There is simply no obfuscating tragedies like this one, they have sadly become a fact of life in many parts of Chicago. This is not a new phenomenon, the murder rate in Chicago today is in fact far less than it was in the eighties. Without question, one murder is one too many, and to waste a human life, no matter how young or old, rich or poor, significant or seemingly insignificant, is horrible and unacceptable.

However, it's not simply a Chicago problem. These tragedies are happening all over the country, as they have ever since human beings inhabited the world. There are many causes for violence in our time: the breakup of the family, the ready availability of guns, excessive violence in the mass media, poverty, loss of hope, faith, and values of decency in our society, the list goes on and on. Chicago becoming the symbolic, if not the actual murder capital this country, while somewhat unfair and unfortunate, is understandable. Given readers' short attention spans and the professional laziness that is rampant among many journalists looking for an easy, glib hook to their stories, we can expect this dubious distinction to hang over our heads until we become famous for something else. Where's Michael Jordan when we need him?

Two of my recent posts featured a trend in journalism, something I consider to be a prime example of journalistic sloth: the internet top ten list. As you may recall, one of these lists, courtesy of the folks at Forbes Magazine,  rated Chicago the fourth most miserable city in the country, just behind Detroit, Flint, MI, and Rockford, IL. Another from HuffPost Travel, lists Chicago as the seventh most overrated place to visit in the ENTIRE WORLD.
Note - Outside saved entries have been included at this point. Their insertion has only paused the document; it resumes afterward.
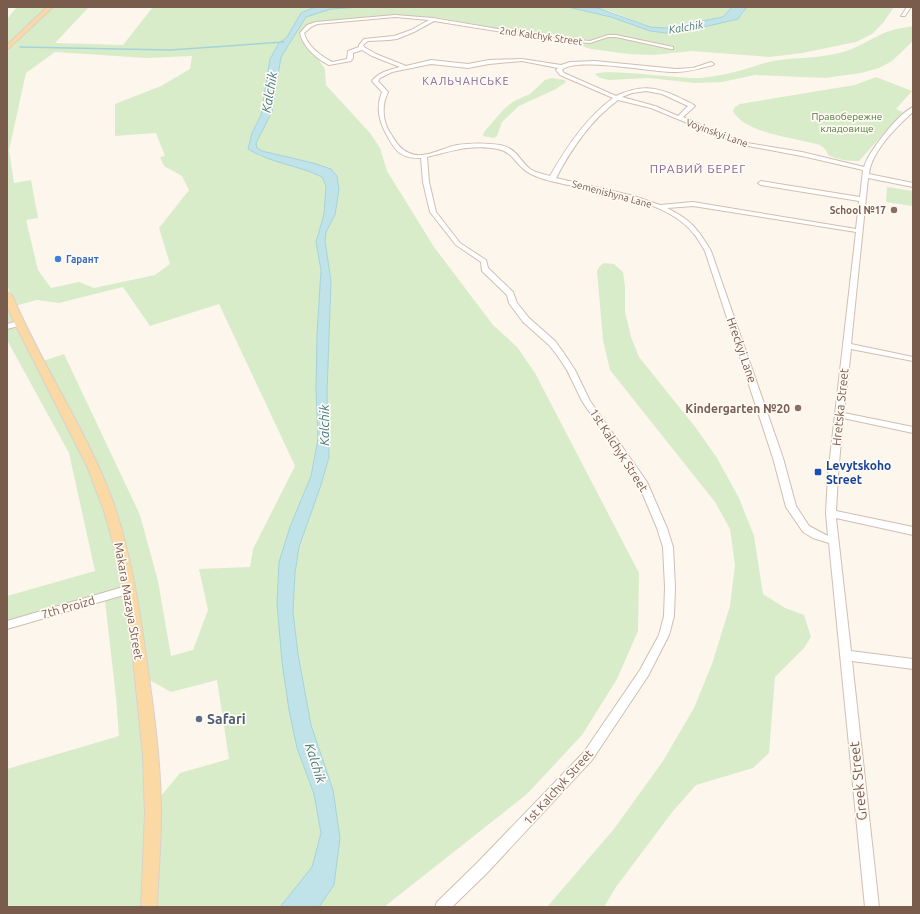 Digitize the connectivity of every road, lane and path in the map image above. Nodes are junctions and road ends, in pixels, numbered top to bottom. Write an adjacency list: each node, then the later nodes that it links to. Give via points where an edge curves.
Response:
1 (50, 7): 5 (main road)
2 (909, 7): 3 (street)
3 (903, 15)
4 (433, 18): 6 (street, 2nd Kalchyk Street, via 416,30 403,35 366,40 361,45); 6 (street, 2nd Kalchyk Street, via 395,16 320,22 308,26 302,33 307,45 331,64 349,60 351,58 348,53); 7 (street, 2nd Kalchyk Street, via 549,39 590,42 608,36 618,36)
5 (7, 48)
6 (362, 48): 10 (street)
7 (671, 48)
8 (711, 64): 9 (street, 2nd Kalchyk Street, via 676,71 595,62)
9 (561, 67): 10 (street, 2nd Kalchyk Street, via 514,60 468,66 431,62); 11 (street, via 559,70 562,74)
10 (406, 68): 14 (street, 2nd Kalchyk Street, via 390,71 376,78 376,83 385,92 381,100 382,118 402,152)
11 (618, 98): 13 (street, Voyinskyi Lane, via 650,106); 13 (street, via 645,89 656,91 692,106); 16 (street, via 601,109 587,125)
12 (913, 109): 15 (street, via 877,149)
13 (679, 118): 15 (street, Voyinskyi Lane, via 740,143 802,154)
14 (424, 157): 16 (street, Semenishyna Lane, via 466,146 499,147 512,151 530,171); 37 (street, 1st Kalchyk Street, via 429,197 437,219 464,248 484,261 485,269 510,294 513,303 526,320 552,343 571,370 586,401 642,482 668,547 670,587 666,627 658,649 588,756)
15 (865, 172): 18 (street, Voyinskyi Lane); 19 (street)
16 (552, 179): 20 (street, Semenishyna Lane)
17 (761, 183): 19 (street)
18 (913, 185)
19 (862, 198): 21 (street)
20 (659, 207): 21 (street, Semenishyna Lane, via 694,204); 31 (street, Hreckyi Lane, via 692,226 705,242 778,458 791,507 806,529)
21 (859, 231): 25 (street, Hretska Street)
22 (7, 295): 23 (main road, Makara Mazaya Street)
23 (19, 323): 24 (street); 32 (main road, Makara Mazaya Street, via 88,454 117,534)
24 (7, 327)
25 (847, 346): 26 (street); 27 (street, Hretska Street)
26 (913, 360)
27 (840, 416): 28 (street); 29 (street, Hretska Street)
28 (913, 430)
29 (831, 512): 30 (street); 31 (street, Hretska Street)
30 (913, 531)
31 (833, 541): 34 (street, Hretska Street)
32 (130, 589): 33 (street, 7th Proizd); 36 (main road, Makara Mazaya Street, via 149,748 152,813)
33 (7, 625)
34 (845, 655): 35 (street); 38 (street, Greek Street)
35 (913, 664)
36 (149, 907)
37 (442, 907)
38 (872, 907) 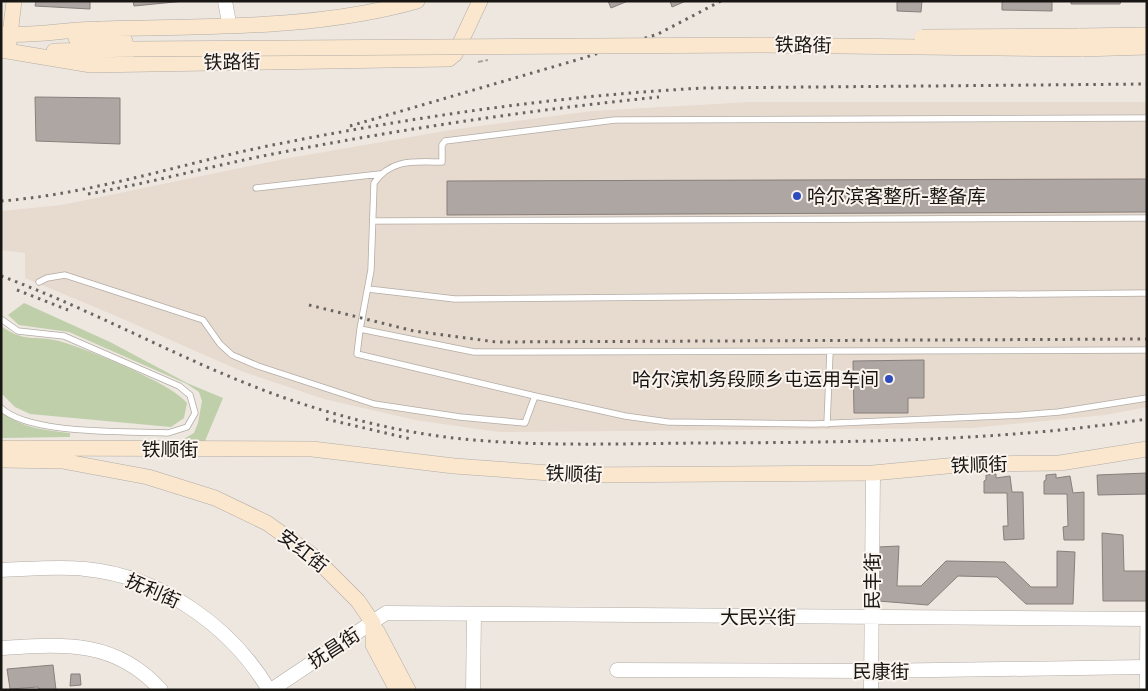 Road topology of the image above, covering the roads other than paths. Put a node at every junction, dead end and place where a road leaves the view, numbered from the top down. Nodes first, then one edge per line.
1 (14, 1) edge
2 (225, 1) edge
3 (417, 1) edge
4 (480, 1) edge
5 (229, 23) dead end
6 (1147, 35) edge
7 (5, 42) edge
8 (1080, 43) junction
9 (1147, 46) edge
10 (1147, 118) edge
11 (380, 174) junction
12 (256, 188) dead end
13 (1147, 218) edge
14 (373, 220) junction
15 (39, 282) dead end
16 (368, 289) junction
17 (1147, 294) edge
18 (1, 319) edge
19 (360, 329) junction
20 (1147, 350) edge
21 (830, 351) junction
22 (535, 396) junction
23 (1147, 398) edge
24 (1, 408) edge
25 (827, 424) junction
26 (1, 448) edge
27 (1147, 449) edge
28 (1, 460) edge
29 (873, 472) junction
30 (148, 477) joint
31 (1, 570) edge
32 (474, 615) junction
33 (872, 617) junction
34 (1146, 619) edge
35 (373, 623) junction
36 (1, 648) edge
37 (1145, 667) junction
38 (617, 670) dead end
39 (872, 671) junction
40 (161, 690) edge
41 (270, 690) edge
42 (397, 690) edge
43 (408, 690) edge
44 (473, 690) edge
45 (871, 690) edge
46 (1145, 690) edge

1 - 7 main road
2 - 5 street
3 - 7 main road, 铁路街
4 - 7 main road, 铁路街
6 - 8 main road, 铁路街
7 - 8 main road, 铁路街, bridge
8 - 9 main road, 铁路街
10 - 11 lane
11 - 12 lane
11 - 14 lane
13 - 14 lane
14 - 16 lane
15 - 22 lane
16 - 17 lane
16 - 19 lane
18 - 24 lane
19 - 21 lane
19 - 22 lane
20 - 21 lane
21 - 25 lane
22 - 25 lane
23 - 25 lane
26 - 29 main road, 铁顺街
27 - 29 main road, 铁顺街
28 - 30 main road, 铁顺街
29 - 33 street, 民丰街
30 - 35 main road, 安红街
31 - 41 street, 抚利街
32 - 33 street, 大民兴街
32 - 35 street, 大民兴街
32 - 44 street
33 - 34 street, 大民兴街
33 - 39 street, 民丰街
34 - 37 street
35 - 41 street, 抚昌街
35 - 42 main road
35 - 43 main road, 安红街
36 - 40 street
37 - 39 street, 民康街
37 - 46 street
38 - 39 street, 民康街
39 - 45 street, 民丰街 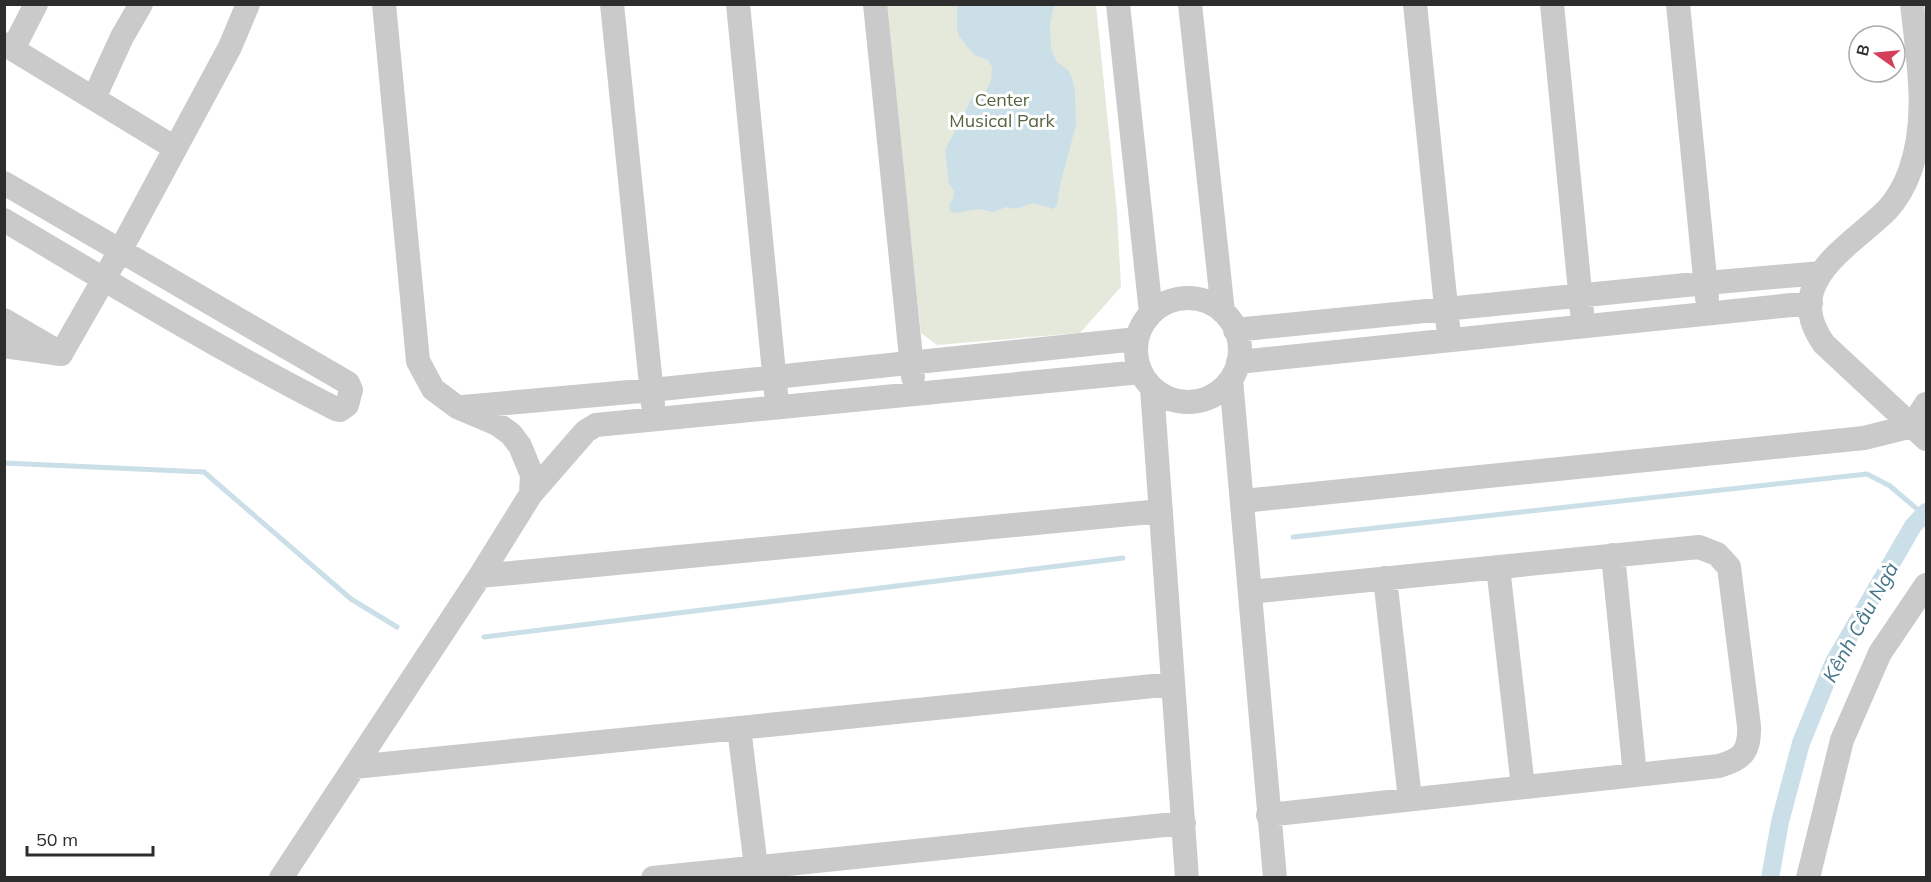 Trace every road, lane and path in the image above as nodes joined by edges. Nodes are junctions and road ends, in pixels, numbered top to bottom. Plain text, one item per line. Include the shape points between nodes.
1 (36, 4) edge
2 (141, 4) edge
3 (248, 4) edge
4 (384, 4) edge
5 (612, 4) edge
6 (738, 4) edge
7 (875, 4) edge
8 (1118, 4) edge
9 (1190, 4) edge
10 (1415, 4) edge
11 (1552, 4) edge
12 (1678, 4) edge
13 (1912, 4) edge
14 (9, 46) edge
15 (94, 99) junction
16 (1923, 133) edge
17 (175, 148) junction
18 (4, 183) edge
19 (4, 220) edge
20 (120, 251) junction
21 (1821, 273) junction
22 (103, 279) junction
23 (1706, 283) junction
24 (1580, 296) junction
25 (1811, 303) junction
26 (1446, 310) junction
27 (1151, 313) junction
28 (1709, 313) junction
29 (4, 320) edge
30 (1229, 321) junction
31 (1583, 326) junction
32 (1137, 339) junction
33 (1449, 340) junction
34 (4, 346) edge
35 (61, 354) junction
36 (911, 363) junction
37 (1234, 370) junction
38 (775, 377) junction
39 (1146, 380) junction
40 (652, 390) junction
41 (915, 394) junction
42 (1926, 404) edge
43 (457, 407) junction
44 (778, 407) junction
45 (655, 418) junction
46 (1919, 432) edge
47 (531, 495) junction
48 (1243, 501) junction
49 (1161, 510) junction
50 (1613, 555) junction
51 (1498, 567) junction
52 (480, 576) junction
53 (1384, 578) junction
54 (1926, 585) edge
55 (1250, 592) junction
56 (1173, 684) junction
57 (739, 728) junction
58 (354, 767) junction
59 (1635, 775) junction
60 (1522, 787) junction
61 (1410, 799) junction
62 (1268, 815) junction
63 (1184, 823) junction
64 (756, 867) junction
65 (281, 878) edge
66 (653, 878) edge
67 (1187, 878) edge
68 (1275, 878) edge
69 (1808, 878) edge

1 - 14 street
2 - 15 street
3 - 17 street via 230,47
4 - 43 street via 418,361 433,389
5 - 40 street
6 - 38 street
7 - 36 street
8 - 27 street
9 - 30 street
10 - 26 street
11 - 24 street
12 - 23 street
13 - 16 street
14 - 15 street
15 - 17 street
16 - 21 street via 1899,195
17 - 20 street
18 - 20 street
19 - 22 street
20 - 22 street
20 - 22 street via 348,383 351,390 347,405 340,410 319,400
21 - 23 street
21 - 25 street via 1812,287
22 - 35 street
23 - 24 street
23 - 28 street
24 - 26 street
24 - 31 street
25 - 28 street
25 - 46 street via 1815,332 1824,344
26 - 30 street
26 - 33 street
27 - 30 street via 1182,298 1199,299 1216,305
27 - 32 street
28 - 31 street
29 - 35 street
30 - 37 street via 1240,351
31 - 33 street
32 - 36 street
32 - 39 street via 1136,359
33 - 37 street
34 - 35 street
36 - 38 street
36 - 41 street
37 - 39 street via 1228,384 1198,401 1166,398
37 - 48 street
38 - 40 street
38 - 44 street
39 - 41 street
39 - 49 street
40 - 43 street
40 - 45 street
41 - 44 street
42 - 46 street
43 - 47 street via 511,434 532,475
44 - 45 street
45 - 47 street via 596,425 586,431
46 - 48 street
47 - 52 street
48 - 55 street
49 - 52 street
49 - 56 street
50 - 51 street
50 - 59 street
50 - 59 street via 1699,547 1717,554 1729,567 1749,726 1744,752 1734,762
51 - 53 street
51 - 60 street
52 - 58 street
53 - 55 street
53 - 61 street
54 - 69 street via 1880,653 1842,740
55 - 62 street
56 - 57 street
56 - 63 street
57 - 58 street
57 - 64 street
58 - 65 street
59 - 60 street
60 - 61 street
61 - 62 street
62 - 68 street
63 - 64 street
63 - 67 street
64 - 66 street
The latter list cites the lack of Chicago to live up to the boosterism that is so common among its advocates. Again I have to admit that we in this city are guilty of being hucksters to the extreme. As I said in the earlier post, depending upon how you look at it, bluster is either our greatest fault or our greatest charm.

Someone who decidedly finds no charm in our bluster is Rachel Shteir whose article, ostensibly a review of three recent books on Chicago, made the cover of this Sunday's New York Times Weekly Book Review. Shteir uses the books as a launching pad into a diatribe; the article is a no holds barred trashing of this city. Shteir opens her piece with this:
“Poor Chicago,” a friend of mine recently said. Given the number of urban apocalypses here, I couldn’t tell which problem she was referring to.
Then she reads off a litany of a widely divergent set of problems such as the Cubs' record, bad weather, Ritchie Daley's parking meter fiasco, the drop in population, the high murder rate, the high sales tax, the high foreclosure rate, the high segregation rate, the state's pension crisis, the Tribune's bankruptcy, and of course Hadiya Pendleton.  The tag line about the tragically symbolic Ms. Pendleton was redundant since our high murder rate was already mentioned, but how could she resist mentioning the teen?

Shteir goes on to say calling Chicago "'poor' seems kind."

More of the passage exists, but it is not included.